We were also thinking of having a child in the next year or so. What is the medical system like?

So confused, excited, scared! Help please!


----------



## USC (Jun 13, 2010)

Hi Sara,

Your post doesn't really provide enough information to answer your questions. Your husband needs to find out exactly on what kind of visa they are going to transfer him and whether they will be providing health insurance etc etc.

However, my guess is that they would transfer him on a L1 if that is in fact the case you would be on a L2. On a L2 you would be able to work and study in the US. You would also be able to freely travel back and forth to to Australia. If his company provides health insurance you needn't worry about the medical system and would have access to excellent medical facilities.
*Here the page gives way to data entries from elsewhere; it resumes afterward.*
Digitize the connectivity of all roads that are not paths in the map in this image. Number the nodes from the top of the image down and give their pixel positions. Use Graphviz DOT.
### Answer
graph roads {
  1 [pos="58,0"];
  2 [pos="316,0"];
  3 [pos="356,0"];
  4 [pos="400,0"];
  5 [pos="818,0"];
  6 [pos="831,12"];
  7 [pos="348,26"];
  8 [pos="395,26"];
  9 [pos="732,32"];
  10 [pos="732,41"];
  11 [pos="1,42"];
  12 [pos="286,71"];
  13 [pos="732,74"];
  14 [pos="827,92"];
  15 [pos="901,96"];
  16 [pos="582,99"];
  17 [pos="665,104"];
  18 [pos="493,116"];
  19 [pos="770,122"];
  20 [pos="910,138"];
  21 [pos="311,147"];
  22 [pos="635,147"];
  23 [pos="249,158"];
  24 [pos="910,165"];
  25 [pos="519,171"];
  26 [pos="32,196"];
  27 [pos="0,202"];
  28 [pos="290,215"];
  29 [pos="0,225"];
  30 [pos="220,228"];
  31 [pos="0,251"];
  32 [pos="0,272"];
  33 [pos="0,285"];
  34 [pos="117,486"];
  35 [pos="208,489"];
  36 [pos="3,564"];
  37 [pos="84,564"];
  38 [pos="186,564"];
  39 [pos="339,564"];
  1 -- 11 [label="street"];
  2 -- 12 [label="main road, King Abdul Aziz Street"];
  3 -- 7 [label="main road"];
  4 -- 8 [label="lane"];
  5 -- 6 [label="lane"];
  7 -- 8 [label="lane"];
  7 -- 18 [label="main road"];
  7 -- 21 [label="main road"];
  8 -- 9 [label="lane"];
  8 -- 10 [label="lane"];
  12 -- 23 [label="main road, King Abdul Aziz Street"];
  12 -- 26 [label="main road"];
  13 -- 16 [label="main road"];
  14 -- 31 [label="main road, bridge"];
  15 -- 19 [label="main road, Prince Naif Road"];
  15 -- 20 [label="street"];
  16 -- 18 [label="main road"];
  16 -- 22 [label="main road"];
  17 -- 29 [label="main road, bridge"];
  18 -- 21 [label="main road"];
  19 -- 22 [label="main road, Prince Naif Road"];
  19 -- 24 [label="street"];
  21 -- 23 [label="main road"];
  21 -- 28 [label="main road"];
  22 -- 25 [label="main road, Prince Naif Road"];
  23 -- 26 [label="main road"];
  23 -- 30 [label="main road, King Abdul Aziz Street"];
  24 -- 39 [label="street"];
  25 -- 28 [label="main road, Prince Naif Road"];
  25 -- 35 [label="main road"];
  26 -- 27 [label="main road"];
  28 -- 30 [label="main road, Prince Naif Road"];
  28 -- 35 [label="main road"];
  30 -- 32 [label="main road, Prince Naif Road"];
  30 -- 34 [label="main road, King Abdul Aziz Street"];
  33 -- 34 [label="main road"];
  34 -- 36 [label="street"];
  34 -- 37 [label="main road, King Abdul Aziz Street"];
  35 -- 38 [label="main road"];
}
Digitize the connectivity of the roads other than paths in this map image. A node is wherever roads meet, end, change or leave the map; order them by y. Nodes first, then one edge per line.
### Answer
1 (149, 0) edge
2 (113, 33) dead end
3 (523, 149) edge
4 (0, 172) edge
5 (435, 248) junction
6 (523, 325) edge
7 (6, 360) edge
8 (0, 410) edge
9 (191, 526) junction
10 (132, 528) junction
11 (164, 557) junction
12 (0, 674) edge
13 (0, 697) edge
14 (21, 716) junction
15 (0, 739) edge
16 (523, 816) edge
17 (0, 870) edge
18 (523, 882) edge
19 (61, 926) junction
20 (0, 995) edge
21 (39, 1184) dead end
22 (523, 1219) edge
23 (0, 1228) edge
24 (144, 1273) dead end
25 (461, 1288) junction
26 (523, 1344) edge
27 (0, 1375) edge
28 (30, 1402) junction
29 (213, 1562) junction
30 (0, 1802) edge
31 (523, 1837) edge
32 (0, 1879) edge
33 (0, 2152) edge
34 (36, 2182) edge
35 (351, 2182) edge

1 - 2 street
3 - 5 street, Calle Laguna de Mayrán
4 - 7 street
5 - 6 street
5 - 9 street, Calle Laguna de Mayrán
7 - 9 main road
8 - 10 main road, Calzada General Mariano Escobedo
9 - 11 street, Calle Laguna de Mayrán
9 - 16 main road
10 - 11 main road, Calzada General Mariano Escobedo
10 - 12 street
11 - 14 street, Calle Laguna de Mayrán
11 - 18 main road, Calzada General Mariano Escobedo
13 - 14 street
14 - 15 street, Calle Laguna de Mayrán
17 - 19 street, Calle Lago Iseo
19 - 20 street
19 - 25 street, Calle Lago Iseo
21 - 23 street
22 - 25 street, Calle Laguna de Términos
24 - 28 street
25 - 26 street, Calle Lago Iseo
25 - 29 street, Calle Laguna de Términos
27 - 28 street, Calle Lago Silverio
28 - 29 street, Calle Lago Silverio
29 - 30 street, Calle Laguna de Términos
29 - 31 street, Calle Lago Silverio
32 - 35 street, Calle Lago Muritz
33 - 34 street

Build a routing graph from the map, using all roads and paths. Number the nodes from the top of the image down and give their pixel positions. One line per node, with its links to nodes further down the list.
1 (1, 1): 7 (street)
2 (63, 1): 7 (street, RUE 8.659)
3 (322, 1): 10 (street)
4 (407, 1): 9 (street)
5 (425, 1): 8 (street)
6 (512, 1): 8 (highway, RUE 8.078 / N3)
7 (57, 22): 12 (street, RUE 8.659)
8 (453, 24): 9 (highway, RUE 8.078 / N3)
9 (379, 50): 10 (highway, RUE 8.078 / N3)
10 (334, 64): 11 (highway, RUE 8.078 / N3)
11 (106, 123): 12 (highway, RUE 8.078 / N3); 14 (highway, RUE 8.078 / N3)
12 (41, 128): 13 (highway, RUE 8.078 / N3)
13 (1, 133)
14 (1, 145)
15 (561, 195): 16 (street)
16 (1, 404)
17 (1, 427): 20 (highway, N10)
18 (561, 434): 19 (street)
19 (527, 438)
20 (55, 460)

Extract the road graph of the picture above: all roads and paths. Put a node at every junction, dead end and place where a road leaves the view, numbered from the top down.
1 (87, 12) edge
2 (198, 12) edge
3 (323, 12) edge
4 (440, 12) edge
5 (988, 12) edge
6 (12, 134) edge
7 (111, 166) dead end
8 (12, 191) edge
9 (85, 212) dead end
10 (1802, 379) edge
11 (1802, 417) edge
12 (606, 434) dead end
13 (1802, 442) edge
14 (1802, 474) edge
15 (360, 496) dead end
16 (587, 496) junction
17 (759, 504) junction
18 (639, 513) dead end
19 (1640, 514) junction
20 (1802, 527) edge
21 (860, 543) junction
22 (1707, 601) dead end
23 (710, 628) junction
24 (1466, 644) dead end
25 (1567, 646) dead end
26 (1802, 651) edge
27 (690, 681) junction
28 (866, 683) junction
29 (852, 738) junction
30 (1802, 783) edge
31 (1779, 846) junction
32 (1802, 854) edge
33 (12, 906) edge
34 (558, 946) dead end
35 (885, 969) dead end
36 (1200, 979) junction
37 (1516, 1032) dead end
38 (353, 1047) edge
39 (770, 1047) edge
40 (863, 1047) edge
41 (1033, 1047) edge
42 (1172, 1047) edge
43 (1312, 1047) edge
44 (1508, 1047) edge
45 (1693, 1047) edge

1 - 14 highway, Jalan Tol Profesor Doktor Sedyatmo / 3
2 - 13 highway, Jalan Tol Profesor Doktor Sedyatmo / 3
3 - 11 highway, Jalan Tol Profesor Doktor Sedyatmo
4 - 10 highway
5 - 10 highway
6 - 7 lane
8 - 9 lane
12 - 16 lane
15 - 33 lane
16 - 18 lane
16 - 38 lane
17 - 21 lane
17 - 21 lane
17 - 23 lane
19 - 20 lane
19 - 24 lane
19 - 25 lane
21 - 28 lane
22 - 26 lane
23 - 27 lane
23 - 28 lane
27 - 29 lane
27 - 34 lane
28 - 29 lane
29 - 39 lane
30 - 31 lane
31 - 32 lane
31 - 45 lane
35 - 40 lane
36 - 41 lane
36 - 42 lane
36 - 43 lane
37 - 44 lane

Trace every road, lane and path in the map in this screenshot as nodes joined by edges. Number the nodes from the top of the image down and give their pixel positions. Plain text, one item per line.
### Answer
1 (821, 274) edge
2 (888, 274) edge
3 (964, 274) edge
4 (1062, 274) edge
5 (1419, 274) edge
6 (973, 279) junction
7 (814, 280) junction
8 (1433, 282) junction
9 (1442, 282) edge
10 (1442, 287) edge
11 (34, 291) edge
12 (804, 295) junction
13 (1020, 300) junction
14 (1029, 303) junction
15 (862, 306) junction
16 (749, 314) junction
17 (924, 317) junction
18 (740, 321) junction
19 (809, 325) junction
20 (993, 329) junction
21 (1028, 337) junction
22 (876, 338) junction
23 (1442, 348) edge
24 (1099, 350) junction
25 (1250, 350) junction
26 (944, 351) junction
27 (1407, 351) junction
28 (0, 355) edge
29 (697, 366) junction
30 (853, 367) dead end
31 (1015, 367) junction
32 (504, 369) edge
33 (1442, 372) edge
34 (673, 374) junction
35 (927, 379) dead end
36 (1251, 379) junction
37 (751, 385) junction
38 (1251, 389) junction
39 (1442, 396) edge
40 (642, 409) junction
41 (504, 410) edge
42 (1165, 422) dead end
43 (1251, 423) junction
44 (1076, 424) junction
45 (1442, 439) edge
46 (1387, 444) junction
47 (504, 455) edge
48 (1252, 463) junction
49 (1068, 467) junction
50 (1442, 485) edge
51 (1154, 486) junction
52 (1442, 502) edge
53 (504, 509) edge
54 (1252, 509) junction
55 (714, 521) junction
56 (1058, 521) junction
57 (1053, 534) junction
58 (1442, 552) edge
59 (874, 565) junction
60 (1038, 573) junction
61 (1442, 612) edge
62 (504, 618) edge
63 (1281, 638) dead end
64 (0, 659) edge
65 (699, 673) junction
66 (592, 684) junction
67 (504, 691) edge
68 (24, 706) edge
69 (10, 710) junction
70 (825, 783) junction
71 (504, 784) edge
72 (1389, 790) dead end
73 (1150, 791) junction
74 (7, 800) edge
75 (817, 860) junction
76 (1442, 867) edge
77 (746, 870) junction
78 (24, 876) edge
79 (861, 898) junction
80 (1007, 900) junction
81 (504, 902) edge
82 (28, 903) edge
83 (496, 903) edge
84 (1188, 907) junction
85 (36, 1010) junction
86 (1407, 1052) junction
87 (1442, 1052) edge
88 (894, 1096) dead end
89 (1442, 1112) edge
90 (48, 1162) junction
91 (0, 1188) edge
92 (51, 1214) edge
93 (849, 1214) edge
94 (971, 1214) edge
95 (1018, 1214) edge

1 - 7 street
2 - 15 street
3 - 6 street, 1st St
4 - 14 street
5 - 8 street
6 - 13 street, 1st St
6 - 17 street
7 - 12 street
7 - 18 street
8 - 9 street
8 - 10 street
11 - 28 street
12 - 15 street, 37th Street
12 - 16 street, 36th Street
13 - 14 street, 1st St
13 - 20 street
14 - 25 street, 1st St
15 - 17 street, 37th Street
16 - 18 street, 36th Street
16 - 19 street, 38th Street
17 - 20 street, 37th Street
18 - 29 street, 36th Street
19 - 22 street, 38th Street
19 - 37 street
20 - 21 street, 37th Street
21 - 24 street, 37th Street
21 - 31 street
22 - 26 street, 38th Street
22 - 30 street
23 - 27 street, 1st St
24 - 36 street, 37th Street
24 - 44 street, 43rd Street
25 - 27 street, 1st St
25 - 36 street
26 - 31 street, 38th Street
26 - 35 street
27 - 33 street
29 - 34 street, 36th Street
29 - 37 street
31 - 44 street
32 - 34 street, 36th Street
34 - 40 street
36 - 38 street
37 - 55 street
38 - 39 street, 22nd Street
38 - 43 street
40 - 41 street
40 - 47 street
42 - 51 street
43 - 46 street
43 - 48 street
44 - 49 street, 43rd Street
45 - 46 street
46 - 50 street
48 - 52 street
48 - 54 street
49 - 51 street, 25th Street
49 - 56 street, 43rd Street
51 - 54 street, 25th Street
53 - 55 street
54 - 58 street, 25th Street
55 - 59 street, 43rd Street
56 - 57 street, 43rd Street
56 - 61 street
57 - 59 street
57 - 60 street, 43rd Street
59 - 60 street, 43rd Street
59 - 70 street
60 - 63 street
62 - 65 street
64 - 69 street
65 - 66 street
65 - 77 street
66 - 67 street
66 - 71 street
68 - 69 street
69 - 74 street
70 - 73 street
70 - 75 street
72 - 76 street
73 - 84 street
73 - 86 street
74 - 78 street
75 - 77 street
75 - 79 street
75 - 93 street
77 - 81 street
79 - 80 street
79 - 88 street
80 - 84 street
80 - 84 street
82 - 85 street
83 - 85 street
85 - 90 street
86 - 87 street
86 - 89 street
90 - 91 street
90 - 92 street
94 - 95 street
I can't answer specific questions about the Santa Clara area and even though Sydney is a hard act to follow, you will like California.


----------



## Bevdeforges (Nov 16, 2007)

Santa Clara is a GREAT area - I used to live in Sunnyvale (which is a really nice town, well worth considering). Los Altos and Palo Alto tend to be pricey, but if you can afford it, rather lovely areas. If possible, you ought to ask if the company would spring for a "house hunting" trip for you and the kids to see the area and get a feel for what sort of accommodation you'd prefer. If not, see if you can get them to put you up for a month or two at the start in one of the "residence hotels" in the area while you look for more permanent diggs.

Whether or not you'll be able to work depends quite a bit on what sort of visa the company is getting for your husband. If this is considered a temporary transfer (i.e. "just" for two years or so) there's a reasonable chance you won't be able to work as a "dependent" on his visa - but there's plenty to do in the area so don't worry about being bored. 

But the good news is that it's the company that has to initiate the whole process - for him and the rest of the family, too. Let them handle the paperwork and just do what they tell you to do as far as responding to the various requests.

The medical system in the US is currently in a state of flux, but your main consideration will probably be what sort of medical insurance your husband's company offers. 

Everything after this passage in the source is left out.